▶ Exercise directions:
What lines of the material below hold the string "nowrap"? Copy them out.
----------
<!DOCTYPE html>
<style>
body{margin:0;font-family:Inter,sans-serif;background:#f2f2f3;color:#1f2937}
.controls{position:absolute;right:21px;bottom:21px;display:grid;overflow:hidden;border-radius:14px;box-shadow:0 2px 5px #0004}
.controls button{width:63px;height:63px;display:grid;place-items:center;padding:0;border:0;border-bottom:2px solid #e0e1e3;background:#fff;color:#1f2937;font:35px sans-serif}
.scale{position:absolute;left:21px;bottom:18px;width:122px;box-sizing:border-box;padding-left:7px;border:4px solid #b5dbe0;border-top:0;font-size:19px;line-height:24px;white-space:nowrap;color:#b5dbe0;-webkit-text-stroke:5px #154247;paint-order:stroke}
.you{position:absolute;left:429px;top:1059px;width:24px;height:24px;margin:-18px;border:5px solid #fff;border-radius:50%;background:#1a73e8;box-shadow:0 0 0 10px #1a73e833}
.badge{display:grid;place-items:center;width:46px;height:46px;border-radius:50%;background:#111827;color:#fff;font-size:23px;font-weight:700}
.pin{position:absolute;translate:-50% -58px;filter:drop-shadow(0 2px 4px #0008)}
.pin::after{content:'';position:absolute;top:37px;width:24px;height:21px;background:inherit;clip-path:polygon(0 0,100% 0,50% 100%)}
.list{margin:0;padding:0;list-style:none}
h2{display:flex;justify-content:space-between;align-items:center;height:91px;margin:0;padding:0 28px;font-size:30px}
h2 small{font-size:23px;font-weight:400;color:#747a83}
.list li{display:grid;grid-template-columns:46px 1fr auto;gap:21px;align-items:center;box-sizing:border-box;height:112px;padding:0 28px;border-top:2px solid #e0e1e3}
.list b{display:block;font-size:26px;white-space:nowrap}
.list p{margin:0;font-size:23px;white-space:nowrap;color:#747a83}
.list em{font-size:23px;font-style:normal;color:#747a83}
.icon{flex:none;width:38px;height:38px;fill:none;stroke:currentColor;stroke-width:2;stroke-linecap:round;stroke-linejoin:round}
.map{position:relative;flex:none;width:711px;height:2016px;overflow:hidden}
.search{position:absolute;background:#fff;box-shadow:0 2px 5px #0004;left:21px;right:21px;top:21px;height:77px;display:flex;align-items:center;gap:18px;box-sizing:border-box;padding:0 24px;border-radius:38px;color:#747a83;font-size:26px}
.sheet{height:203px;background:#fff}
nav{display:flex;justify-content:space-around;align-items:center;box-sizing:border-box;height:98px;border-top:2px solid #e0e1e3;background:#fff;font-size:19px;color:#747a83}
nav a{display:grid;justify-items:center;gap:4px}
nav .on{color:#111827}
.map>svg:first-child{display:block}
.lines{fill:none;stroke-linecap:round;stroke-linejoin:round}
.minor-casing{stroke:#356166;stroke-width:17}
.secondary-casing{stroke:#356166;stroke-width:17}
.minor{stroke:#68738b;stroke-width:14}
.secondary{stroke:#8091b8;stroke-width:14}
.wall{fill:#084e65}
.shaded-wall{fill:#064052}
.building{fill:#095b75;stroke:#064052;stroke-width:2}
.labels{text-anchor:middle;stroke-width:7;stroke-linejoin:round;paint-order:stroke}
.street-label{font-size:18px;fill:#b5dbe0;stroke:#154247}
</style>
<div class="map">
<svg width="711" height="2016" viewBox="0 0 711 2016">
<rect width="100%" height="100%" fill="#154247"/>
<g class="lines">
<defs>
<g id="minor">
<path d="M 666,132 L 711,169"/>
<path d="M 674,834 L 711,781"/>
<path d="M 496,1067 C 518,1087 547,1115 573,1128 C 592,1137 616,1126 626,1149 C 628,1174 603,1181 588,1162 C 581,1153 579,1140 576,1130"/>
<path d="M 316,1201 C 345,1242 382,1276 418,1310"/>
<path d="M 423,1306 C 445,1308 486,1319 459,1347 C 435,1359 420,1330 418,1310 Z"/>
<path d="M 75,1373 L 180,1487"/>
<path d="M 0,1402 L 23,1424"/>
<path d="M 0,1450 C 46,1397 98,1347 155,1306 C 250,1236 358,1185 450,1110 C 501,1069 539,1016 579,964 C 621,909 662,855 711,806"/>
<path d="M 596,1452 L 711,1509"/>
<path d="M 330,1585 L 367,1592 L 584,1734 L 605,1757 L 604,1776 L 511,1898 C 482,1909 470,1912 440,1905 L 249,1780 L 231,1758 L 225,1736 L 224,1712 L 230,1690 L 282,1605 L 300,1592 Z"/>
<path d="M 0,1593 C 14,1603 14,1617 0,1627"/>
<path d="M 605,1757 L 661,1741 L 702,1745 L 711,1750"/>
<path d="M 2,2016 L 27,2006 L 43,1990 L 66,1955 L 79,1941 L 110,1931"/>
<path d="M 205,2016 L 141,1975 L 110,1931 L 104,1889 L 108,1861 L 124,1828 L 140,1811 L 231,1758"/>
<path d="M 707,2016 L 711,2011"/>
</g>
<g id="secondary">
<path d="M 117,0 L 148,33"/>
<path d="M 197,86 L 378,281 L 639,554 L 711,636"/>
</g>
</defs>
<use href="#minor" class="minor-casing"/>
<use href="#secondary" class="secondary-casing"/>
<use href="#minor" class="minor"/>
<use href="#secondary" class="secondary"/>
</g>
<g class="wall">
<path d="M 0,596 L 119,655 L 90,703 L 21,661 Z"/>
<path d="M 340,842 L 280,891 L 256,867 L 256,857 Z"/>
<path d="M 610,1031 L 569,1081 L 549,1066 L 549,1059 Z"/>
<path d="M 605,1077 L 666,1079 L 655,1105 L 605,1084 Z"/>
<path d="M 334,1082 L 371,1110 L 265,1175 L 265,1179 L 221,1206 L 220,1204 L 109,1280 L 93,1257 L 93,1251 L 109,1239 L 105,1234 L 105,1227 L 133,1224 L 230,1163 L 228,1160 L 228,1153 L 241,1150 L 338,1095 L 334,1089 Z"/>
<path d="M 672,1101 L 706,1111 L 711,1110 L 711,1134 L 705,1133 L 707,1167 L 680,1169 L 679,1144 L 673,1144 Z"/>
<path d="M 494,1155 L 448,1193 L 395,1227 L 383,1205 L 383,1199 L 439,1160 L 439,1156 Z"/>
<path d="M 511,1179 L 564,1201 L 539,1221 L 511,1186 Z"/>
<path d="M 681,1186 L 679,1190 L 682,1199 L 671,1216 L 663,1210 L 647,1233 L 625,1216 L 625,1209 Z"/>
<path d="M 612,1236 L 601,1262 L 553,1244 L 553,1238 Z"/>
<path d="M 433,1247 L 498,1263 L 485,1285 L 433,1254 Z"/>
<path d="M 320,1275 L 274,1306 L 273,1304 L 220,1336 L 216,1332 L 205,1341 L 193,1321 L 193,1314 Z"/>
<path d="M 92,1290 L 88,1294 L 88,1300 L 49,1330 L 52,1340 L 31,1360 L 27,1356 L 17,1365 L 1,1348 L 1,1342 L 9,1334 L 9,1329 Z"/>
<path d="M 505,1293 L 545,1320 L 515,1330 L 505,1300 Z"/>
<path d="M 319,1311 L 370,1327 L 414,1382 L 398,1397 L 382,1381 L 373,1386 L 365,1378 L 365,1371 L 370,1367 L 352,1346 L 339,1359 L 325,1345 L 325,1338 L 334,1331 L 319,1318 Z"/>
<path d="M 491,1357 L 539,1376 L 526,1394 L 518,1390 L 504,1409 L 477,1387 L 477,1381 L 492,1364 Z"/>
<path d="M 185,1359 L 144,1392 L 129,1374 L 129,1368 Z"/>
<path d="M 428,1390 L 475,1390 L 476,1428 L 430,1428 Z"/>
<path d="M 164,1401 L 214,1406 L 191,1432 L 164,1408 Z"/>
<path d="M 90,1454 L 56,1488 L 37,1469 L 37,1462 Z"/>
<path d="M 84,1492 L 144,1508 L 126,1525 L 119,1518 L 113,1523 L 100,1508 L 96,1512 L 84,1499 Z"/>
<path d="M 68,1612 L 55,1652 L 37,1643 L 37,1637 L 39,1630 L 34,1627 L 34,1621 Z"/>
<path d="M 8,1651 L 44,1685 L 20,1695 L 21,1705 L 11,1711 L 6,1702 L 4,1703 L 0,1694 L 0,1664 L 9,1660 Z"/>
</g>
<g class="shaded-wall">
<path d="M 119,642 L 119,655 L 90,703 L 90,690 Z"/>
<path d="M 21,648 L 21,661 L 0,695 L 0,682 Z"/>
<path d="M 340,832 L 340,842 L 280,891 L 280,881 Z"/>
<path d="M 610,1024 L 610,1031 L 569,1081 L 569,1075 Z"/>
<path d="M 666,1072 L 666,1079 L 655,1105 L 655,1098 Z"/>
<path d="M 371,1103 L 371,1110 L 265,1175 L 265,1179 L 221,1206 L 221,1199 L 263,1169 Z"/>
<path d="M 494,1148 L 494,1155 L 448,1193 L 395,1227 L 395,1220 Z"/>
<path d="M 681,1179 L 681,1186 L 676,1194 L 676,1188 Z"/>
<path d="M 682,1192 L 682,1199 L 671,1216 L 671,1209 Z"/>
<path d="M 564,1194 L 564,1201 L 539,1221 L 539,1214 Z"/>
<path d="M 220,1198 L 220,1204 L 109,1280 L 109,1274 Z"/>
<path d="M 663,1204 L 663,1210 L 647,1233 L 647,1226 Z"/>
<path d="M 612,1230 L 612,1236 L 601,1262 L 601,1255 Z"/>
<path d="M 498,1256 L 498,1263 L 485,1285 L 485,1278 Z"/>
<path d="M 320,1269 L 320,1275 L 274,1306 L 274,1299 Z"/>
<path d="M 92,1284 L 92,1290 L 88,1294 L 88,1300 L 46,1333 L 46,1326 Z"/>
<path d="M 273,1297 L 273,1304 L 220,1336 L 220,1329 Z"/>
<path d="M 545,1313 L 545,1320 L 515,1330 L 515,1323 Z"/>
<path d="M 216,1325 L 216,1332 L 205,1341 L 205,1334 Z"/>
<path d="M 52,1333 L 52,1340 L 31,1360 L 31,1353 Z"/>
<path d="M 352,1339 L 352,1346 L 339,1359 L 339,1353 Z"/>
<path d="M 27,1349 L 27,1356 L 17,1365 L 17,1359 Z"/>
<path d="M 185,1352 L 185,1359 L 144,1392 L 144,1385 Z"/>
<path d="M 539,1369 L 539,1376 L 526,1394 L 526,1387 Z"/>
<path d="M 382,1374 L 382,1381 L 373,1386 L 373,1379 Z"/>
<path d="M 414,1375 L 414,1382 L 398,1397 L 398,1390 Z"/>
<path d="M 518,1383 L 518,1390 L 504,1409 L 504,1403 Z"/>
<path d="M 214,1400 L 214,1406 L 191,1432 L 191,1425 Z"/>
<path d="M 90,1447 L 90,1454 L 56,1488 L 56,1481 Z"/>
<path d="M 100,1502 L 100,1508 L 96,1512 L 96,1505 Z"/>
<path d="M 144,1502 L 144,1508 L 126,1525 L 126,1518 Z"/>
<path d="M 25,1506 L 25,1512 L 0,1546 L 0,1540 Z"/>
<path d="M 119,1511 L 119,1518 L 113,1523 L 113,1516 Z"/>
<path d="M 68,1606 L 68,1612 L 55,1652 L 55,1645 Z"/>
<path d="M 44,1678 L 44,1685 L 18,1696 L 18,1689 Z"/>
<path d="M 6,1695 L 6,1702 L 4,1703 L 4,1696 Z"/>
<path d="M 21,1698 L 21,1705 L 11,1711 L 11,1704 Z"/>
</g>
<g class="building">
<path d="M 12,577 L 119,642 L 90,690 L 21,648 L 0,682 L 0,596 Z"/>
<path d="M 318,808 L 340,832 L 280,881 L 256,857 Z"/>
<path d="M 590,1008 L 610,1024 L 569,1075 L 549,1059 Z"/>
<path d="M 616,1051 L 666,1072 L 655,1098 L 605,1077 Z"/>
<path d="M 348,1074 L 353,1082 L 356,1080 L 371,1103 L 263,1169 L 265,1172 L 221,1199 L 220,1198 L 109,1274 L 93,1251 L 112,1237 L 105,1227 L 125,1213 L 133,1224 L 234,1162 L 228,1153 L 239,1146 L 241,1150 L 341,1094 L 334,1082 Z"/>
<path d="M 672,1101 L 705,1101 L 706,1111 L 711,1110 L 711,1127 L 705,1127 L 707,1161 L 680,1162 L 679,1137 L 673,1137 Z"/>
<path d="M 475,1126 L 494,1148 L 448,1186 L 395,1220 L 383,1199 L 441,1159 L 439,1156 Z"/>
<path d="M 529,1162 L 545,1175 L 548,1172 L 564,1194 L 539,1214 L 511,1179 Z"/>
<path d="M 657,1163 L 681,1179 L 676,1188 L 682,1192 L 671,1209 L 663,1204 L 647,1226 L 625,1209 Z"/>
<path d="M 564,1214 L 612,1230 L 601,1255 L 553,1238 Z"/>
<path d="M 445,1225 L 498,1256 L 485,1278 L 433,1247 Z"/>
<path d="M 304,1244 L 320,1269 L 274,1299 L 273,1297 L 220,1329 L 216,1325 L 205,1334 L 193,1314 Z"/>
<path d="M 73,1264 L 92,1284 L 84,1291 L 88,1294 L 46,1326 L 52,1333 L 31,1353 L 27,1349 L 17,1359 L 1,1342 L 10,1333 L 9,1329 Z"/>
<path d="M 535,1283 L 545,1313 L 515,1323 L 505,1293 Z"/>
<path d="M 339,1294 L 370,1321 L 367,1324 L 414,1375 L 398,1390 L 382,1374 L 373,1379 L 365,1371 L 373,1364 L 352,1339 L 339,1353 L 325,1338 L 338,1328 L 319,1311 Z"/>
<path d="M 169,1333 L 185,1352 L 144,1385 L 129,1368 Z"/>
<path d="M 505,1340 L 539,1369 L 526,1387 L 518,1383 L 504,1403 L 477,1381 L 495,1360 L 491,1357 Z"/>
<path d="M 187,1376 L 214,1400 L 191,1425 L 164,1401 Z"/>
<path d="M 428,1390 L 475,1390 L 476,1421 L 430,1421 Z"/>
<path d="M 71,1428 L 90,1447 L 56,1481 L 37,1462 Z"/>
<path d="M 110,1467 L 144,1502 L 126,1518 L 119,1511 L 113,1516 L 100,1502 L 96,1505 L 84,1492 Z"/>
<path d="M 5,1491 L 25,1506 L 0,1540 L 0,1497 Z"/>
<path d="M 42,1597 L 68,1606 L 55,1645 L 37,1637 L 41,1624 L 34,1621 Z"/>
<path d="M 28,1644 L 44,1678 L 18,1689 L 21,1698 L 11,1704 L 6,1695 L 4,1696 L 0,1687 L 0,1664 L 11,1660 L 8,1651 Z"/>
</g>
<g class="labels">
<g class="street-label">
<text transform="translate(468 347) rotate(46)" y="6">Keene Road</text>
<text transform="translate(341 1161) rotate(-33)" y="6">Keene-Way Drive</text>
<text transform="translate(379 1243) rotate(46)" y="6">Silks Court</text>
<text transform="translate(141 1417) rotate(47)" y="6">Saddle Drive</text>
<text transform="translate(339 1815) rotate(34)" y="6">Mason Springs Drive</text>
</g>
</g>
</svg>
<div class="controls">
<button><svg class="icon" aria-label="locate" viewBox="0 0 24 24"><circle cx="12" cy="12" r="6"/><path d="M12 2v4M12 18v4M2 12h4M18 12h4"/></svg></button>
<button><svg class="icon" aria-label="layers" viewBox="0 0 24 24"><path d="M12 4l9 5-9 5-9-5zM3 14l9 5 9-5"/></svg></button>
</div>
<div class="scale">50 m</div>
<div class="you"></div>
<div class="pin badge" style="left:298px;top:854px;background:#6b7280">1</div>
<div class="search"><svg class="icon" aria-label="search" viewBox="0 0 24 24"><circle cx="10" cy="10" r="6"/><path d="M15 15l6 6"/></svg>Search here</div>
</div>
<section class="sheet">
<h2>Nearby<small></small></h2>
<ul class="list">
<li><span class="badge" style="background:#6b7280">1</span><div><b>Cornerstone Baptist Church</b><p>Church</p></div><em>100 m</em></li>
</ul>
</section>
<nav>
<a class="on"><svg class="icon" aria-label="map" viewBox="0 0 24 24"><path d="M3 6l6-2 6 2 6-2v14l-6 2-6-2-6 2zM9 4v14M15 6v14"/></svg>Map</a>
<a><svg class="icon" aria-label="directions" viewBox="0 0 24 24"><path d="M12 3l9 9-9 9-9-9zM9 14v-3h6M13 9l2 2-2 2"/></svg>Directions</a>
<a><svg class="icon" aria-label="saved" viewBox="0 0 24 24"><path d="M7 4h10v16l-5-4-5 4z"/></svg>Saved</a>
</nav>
----------
▶ Answer for the task:
.scale{position:absolute;left:21px;bottom:18px;width:122px;box-sizing:border-box;padding-left:7px;border:4px solid #b5dbe0;border-top:0;font-size:19px;line-height:24px;white-space:nowrap;color:#b5dbe0;-webkit-text-stroke:5px #154247;paint-order:stroke}
.list b{display:block;font-size:26px;white-space:nowrap}
.list p{margin:0;font-size:23px;white-space:nowrap;color:#747a83}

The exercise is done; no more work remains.